*Required action:*
Character for character, give back every line below.
··· Study material ···
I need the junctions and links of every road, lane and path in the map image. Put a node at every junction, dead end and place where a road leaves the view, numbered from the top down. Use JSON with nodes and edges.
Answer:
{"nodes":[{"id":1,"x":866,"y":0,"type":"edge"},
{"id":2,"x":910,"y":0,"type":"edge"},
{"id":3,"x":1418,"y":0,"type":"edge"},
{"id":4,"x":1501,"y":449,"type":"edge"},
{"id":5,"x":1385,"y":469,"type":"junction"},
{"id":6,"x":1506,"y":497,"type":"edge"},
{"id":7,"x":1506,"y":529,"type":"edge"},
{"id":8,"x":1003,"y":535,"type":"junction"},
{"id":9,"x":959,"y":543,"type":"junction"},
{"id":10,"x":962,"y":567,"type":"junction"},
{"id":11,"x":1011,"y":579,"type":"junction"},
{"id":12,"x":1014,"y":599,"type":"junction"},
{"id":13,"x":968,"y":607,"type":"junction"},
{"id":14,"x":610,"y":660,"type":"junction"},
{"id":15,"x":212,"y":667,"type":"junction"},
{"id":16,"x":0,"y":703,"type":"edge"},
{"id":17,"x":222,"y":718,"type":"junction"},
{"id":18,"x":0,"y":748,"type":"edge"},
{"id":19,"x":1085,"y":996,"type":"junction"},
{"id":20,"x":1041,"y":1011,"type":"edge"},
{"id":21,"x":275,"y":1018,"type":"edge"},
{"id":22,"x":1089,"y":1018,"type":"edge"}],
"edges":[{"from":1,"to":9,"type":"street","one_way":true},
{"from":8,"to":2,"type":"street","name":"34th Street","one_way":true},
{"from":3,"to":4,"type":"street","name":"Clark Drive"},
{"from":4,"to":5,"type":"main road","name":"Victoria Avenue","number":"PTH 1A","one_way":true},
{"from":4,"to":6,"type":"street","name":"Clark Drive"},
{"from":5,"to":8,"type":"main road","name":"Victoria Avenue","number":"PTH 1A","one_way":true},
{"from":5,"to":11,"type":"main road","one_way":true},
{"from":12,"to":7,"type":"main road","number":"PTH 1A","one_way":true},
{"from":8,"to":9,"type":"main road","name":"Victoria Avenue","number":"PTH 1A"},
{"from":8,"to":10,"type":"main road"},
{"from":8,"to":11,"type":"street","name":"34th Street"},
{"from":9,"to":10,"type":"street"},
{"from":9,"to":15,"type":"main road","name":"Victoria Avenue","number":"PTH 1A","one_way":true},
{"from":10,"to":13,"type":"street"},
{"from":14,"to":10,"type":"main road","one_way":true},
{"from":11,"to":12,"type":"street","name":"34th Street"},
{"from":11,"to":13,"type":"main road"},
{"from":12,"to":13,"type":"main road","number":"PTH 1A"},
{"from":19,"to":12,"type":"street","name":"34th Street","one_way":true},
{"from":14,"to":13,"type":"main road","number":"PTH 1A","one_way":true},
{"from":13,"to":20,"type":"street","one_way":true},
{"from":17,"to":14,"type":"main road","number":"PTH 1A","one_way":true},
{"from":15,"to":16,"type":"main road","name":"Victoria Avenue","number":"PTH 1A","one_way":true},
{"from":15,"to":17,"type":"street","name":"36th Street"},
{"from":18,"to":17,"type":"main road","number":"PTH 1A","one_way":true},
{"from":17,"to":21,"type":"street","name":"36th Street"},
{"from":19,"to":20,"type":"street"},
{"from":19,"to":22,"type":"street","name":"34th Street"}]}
···
*Exercise answer:*
I need the junctions and links of every road, lane and path in the map image. Put a node at every junction, dead end and place where a road leaves the view, numbered from the top down. Use JSON with nodes and edges.
Answer:
{"nodes":[{"id":1,"x":866,"y":0,"type":"edge"},
{"id":2,"x":910,"y":0,"type":"edge"},
{"id":3,"x":1418,"y":0,"type":"edge"},
{"id":4,"x":1501,"y":449,"type":"edge"},
{"id":5,"x":1385,"y":469,"type":"junction"},
{"id":6,"x":1506,"y":497,"type":"edge"},
{"id":7,"x":1506,"y":529,"type":"edge"},
{"id":8,"x":1003,"y":535,"type":"junction"},
{"id":9,"x":959,"y":543,"type":"junction"},
{"id":10,"x":962,"y":567,"type":"junction"},
{"id":11,"x":1011,"y":579,"type":"junction"},
{"id":12,"x":1014,"y":599,"type":"junction"},
{"id":13,"x":968,"y":607,"type":"junction"},
{"id":14,"x":610,"y":660,"type":"junction"},
{"id":15,"x":212,"y":667,"type":"junction"},
{"id":16,"x":0,"y":703,"type":"edge"},
{"id":17,"x":222,"y":718,"type":"junction"},
{"id":18,"x":0,"y":748,"type":"edge"},
{"id":19,"x":1085,"y":996,"type":"junction"},
{"id":20,"x":1041,"y":1011,"type":"edge"},
{"id":21,"x":275,"y":1018,"type":"edge"},
{"id":22,"x":1089,"y":1018,"type":"edge"}],
"edges":[{"from":1,"to":9,"type":"street","one_way":true},
{"from":8,"to":2,"type":"street","name":"34th Street","one_way":true},
{"from":3,"to":4,"type":"street","name":"Clark Drive"},
{"from":4,"to":5,"type":"main road","name":"Victoria Avenue","number":"PTH 1A","one_way":true},
{"from":4,"to":6,"type":"street","name":"Clark Drive"},
{"from":5,"to":8,"type":"main road","name":"Victoria Avenue","number":"PTH 1A","one_way":true},
{"from":5,"to":11,"type":"main road","one_way":true},
{"from":12,"to":7,"type":"main road","number":"PTH 1A","one_way":true},
{"from":8,"to":9,"type":"main road","name":"Victoria Avenue","number":"PTH 1A"},
{"from":8,"to":10,"type":"main road"},
{"from":8,"to":11,"type":"street","name":"34th Street"},
{"from":9,"to":10,"type":"street"},
{"from":9,"to":15,"type":"main road","name":"Victoria Avenue","number":"PTH 1A","one_way":true},
{"from":10,"to":13,"type":"street"},
{"from":14,"to":10,"type":"main road","one_way":true},
{"from":11,"to":12,"type":"street","name":"34th Street"},
{"from":11,"to":13,"type":"main road"},
{"from":12,"to":13,"type":"main road","number":"PTH 1A"},
{"from":19,"to":12,"type":"street","name":"34th Street","one_way":true},
{"from":14,"to":13,"type":"main road","number":"PTH 1A","one_way":true},
{"from":13,"to":20,"type":"street","one_way":true},
{"from":17,"to":14,"type":"main road","number":"PTH 1A","one_way":true},
{"from":15,"to":16,"type":"main road","name":"Victoria Avenue","number":"PTH 1A","one_way":true},
{"from":15,"to":17,"type":"street","name":"36th Street"},
{"from":18,"to":17,"type":"main road","number":"PTH 1A","one_way":true},
{"from":17,"to":21,"type":"street","name":"36th Street"},
{"from":19,"to":20,"type":"street"},
{"from":19,"to":22,"type":"street","name":"34th Street"}]}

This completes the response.